Brownsboro prepares to draft new budget
Brownsboro City Council met Thursday, May 8, to go over the first draft of its proposed 2008- 2009 city budget. If the final version is anything like the version proposed at the City Council meeting, the budget will be increased by about $25,000. However, the water and sewer budget would be decreased by over $50,000.
One of the first big changes on the budget is the health insurance item. The figure jumped from $16,500 to $26,000. Brownsboro mayor Ronny Harris attributed the city's new assistant court clerk, hired in October of 2007.
Electricity and street repair could take a dip, street repair falling from $30,631 to $28,000 and electricity from $28,000 to $26,500.
One of the larger leaps on the expenditures budget is the miscellaneous item, which could go from $7,500 to $11,340.
For revenues, the fines and fees item took a massive leap on the proposed budget; it jumped to $145,000 from $124,950. This accounts for most of the change from the city budget's transition to $415,750 from $390,600.
Accounting for most of the $397,491 to $341,400 decrease in the water and sewer budget are the new equipment, repair and replacement and miscellaneous items. New equipment went from $35,000 to $10,850, repair and replacement from $21,846 and miscellaneous from $28,056 to $10,000.

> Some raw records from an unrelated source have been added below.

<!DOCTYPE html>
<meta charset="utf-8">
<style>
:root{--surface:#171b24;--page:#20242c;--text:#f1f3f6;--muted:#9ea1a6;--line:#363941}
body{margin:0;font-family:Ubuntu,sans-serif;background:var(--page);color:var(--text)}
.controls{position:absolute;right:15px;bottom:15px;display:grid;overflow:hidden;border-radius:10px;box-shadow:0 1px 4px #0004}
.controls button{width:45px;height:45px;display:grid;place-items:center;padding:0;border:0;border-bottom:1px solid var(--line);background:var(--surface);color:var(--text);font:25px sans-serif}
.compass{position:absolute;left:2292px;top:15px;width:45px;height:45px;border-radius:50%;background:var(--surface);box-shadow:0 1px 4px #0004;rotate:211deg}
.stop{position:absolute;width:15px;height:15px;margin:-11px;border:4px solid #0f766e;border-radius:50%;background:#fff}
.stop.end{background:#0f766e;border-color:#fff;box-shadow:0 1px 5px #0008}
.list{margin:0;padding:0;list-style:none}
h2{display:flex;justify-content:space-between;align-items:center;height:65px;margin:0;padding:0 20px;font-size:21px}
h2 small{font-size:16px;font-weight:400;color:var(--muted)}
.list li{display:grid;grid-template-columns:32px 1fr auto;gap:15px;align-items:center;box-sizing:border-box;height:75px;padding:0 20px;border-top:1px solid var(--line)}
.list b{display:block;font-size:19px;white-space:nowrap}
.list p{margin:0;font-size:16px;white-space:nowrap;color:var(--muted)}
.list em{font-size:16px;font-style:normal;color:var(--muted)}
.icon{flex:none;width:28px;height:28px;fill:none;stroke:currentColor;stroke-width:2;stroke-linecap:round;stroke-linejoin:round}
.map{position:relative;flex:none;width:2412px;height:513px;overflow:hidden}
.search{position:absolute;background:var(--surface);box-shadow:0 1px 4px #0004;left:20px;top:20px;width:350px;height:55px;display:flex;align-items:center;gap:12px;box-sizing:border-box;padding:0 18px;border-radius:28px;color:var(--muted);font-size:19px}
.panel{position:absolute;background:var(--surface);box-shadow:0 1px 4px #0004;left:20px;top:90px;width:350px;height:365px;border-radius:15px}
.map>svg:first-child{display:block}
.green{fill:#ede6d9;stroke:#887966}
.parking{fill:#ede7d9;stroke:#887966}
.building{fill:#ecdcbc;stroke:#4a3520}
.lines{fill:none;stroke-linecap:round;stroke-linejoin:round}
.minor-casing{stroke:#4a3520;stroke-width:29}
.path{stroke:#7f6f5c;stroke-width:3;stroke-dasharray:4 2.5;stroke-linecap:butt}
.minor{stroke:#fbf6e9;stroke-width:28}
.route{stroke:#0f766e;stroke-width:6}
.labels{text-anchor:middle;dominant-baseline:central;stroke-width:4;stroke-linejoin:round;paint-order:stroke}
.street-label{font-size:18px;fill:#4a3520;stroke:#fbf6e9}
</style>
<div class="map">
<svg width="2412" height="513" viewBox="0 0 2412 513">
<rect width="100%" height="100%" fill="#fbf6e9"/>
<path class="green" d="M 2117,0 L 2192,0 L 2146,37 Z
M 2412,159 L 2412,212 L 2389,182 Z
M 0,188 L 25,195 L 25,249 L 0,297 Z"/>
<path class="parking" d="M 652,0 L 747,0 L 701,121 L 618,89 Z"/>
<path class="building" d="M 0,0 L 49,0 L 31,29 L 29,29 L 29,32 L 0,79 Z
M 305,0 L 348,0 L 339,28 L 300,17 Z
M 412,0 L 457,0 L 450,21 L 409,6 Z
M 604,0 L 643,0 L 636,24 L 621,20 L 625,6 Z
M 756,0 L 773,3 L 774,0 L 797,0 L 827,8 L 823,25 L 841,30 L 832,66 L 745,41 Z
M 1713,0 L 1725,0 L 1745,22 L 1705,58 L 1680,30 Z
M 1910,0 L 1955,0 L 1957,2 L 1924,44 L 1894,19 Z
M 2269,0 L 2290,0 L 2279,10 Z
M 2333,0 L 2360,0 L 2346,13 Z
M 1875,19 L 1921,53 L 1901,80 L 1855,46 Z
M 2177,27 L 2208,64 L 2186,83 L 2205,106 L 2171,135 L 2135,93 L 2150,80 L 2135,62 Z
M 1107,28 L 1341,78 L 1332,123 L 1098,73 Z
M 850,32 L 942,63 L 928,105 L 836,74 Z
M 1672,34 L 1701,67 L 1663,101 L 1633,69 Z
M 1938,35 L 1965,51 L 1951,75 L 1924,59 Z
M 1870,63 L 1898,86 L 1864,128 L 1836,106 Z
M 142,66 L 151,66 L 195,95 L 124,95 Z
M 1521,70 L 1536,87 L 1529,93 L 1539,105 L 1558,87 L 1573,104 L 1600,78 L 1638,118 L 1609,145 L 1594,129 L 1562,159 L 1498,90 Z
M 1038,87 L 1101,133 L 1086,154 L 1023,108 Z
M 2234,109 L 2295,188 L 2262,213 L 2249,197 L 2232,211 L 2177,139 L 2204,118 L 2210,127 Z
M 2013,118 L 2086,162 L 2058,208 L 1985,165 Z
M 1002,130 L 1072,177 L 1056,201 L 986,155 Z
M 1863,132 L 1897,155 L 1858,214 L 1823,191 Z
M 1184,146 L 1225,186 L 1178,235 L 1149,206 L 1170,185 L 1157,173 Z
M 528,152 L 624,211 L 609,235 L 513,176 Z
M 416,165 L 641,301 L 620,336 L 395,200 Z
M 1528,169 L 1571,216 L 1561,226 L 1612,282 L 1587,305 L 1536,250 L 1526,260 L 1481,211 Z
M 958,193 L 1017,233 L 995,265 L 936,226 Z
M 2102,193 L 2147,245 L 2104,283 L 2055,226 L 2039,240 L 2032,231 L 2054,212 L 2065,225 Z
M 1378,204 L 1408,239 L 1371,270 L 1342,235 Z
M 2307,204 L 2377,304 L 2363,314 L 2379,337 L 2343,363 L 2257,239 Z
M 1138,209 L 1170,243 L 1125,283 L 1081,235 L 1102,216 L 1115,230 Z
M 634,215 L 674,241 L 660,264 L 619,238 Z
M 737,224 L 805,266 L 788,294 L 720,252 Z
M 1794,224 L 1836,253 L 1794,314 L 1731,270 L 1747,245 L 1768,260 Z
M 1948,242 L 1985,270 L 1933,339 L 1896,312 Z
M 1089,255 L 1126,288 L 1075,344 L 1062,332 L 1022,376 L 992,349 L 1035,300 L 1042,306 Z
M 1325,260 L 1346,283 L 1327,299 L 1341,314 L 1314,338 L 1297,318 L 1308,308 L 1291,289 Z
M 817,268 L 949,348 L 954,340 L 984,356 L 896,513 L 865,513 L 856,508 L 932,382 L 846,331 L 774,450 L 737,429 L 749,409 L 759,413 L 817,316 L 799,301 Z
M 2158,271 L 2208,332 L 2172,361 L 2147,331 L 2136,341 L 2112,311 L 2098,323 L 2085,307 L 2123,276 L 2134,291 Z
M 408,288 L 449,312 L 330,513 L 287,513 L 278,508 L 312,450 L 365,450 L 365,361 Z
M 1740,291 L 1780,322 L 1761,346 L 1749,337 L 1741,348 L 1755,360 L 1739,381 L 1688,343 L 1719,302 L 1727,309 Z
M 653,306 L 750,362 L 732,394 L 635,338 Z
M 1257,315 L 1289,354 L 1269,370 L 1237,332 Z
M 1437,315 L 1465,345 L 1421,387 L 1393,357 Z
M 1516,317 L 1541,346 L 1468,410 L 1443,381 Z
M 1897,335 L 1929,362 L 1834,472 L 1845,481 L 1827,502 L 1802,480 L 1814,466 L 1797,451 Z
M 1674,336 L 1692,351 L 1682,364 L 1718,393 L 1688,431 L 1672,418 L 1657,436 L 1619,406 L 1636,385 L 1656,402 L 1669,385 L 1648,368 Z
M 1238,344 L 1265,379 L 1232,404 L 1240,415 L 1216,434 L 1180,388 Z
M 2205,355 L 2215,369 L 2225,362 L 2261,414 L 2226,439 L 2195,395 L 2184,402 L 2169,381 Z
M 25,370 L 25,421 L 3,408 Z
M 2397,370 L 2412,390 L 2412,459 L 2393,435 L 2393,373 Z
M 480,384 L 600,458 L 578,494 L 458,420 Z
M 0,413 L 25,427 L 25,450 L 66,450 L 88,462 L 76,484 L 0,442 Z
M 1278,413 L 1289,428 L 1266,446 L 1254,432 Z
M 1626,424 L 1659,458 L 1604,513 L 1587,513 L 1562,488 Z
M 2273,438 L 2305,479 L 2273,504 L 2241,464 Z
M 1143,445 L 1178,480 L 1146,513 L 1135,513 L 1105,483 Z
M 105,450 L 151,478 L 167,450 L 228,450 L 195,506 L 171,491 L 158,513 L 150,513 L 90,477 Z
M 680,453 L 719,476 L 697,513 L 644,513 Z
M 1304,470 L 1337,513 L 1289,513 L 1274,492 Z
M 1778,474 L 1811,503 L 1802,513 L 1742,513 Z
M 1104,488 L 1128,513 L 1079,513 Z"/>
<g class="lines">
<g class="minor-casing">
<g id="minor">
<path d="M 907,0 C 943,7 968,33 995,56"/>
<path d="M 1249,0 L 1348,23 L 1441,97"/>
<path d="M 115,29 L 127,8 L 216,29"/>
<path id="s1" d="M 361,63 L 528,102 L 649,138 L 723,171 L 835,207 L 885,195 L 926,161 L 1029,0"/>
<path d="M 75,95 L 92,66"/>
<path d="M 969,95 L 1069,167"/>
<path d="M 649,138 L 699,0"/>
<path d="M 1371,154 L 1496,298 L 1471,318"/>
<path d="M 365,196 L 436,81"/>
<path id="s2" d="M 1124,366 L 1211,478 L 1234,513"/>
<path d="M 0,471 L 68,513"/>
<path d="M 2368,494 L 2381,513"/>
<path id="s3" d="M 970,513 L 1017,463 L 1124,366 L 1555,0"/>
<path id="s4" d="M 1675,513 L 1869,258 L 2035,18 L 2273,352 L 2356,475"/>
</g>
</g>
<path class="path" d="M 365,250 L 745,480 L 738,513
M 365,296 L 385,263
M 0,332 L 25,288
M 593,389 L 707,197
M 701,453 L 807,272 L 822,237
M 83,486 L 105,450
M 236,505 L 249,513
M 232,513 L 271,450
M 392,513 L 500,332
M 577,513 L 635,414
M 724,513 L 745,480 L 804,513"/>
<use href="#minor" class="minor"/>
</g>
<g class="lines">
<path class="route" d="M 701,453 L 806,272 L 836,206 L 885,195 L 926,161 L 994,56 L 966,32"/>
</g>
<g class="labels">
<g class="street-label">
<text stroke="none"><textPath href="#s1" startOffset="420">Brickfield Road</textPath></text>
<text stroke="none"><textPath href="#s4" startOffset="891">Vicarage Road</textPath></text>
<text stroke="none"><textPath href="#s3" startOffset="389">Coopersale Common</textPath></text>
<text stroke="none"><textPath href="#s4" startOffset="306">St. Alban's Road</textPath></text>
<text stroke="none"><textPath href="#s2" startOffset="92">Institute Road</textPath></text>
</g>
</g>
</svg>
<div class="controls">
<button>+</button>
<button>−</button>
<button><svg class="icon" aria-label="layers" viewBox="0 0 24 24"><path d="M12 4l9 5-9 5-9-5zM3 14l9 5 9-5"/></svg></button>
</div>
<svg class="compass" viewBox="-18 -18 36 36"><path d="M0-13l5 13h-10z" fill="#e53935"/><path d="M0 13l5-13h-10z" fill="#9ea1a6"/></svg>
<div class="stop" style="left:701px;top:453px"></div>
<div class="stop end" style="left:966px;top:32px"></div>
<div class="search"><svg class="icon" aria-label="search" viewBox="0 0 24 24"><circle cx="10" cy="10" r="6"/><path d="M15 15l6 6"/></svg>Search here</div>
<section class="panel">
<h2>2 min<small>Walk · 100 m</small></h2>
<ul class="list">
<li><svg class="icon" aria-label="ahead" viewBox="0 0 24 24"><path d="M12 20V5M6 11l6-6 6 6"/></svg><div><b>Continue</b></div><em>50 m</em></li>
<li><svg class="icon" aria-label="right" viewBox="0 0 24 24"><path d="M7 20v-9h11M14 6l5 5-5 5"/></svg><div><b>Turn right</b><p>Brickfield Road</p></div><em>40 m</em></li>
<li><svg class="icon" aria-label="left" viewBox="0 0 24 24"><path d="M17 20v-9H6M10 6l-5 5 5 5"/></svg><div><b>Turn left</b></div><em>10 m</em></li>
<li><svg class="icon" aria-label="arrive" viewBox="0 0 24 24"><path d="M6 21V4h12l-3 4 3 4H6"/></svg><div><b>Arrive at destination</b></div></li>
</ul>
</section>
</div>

Items like electricity and maintenance rose a bit, electricity rising from $44,500 to $46,000 and maintenance from $30,721 to $31,760.
The big factor in the water and sewer budget change is the FEMA reimbursement item, which provided $39,346 for the city in 2007.
Currently the budget target is 83.3 percent. Many items are close to this goal, though a few are either far under it or have gone over.
Of its $13,000 gas and oil budget, a balance of $3,693.60 remains, putting this item at 71.6 percent. Equipment repair currently stands at 62.7 percent of its $5,000 budget.
Miscellaneous has gone over the budget by $716.99. Health insurance has also gone over its $16,500 budget to $18,941.96.
Under revenues, fines and fees have far exceeded expectations; this revenue is at $171,635.00, 137 percent of the $124,950 budget drawn in 2007.
Though expenditures have gone about $5,000 over the budget, revenues are pouring in thanks to fines and fees.
"I'm very pleased that we're in such good shape," Harris said.
Water and sewer remains slightly under the budget mark, though water and sewer revenue does the same.
The council also passed two ordinances at the meeting. The first was an ordinance from Atmos Energy to increase franchise tax from four to five percent. The second ordinance effectively prohibited LED billboards from being constructed in Brownsboro without the council's permission.
The deadline to have an ordinance passed on the LED billboards is June 1, and there would not have been another Brownsboro City Council meeting before that time. There could be future meetings to elaborate on what signs would be allowed and what signs would not be allowed.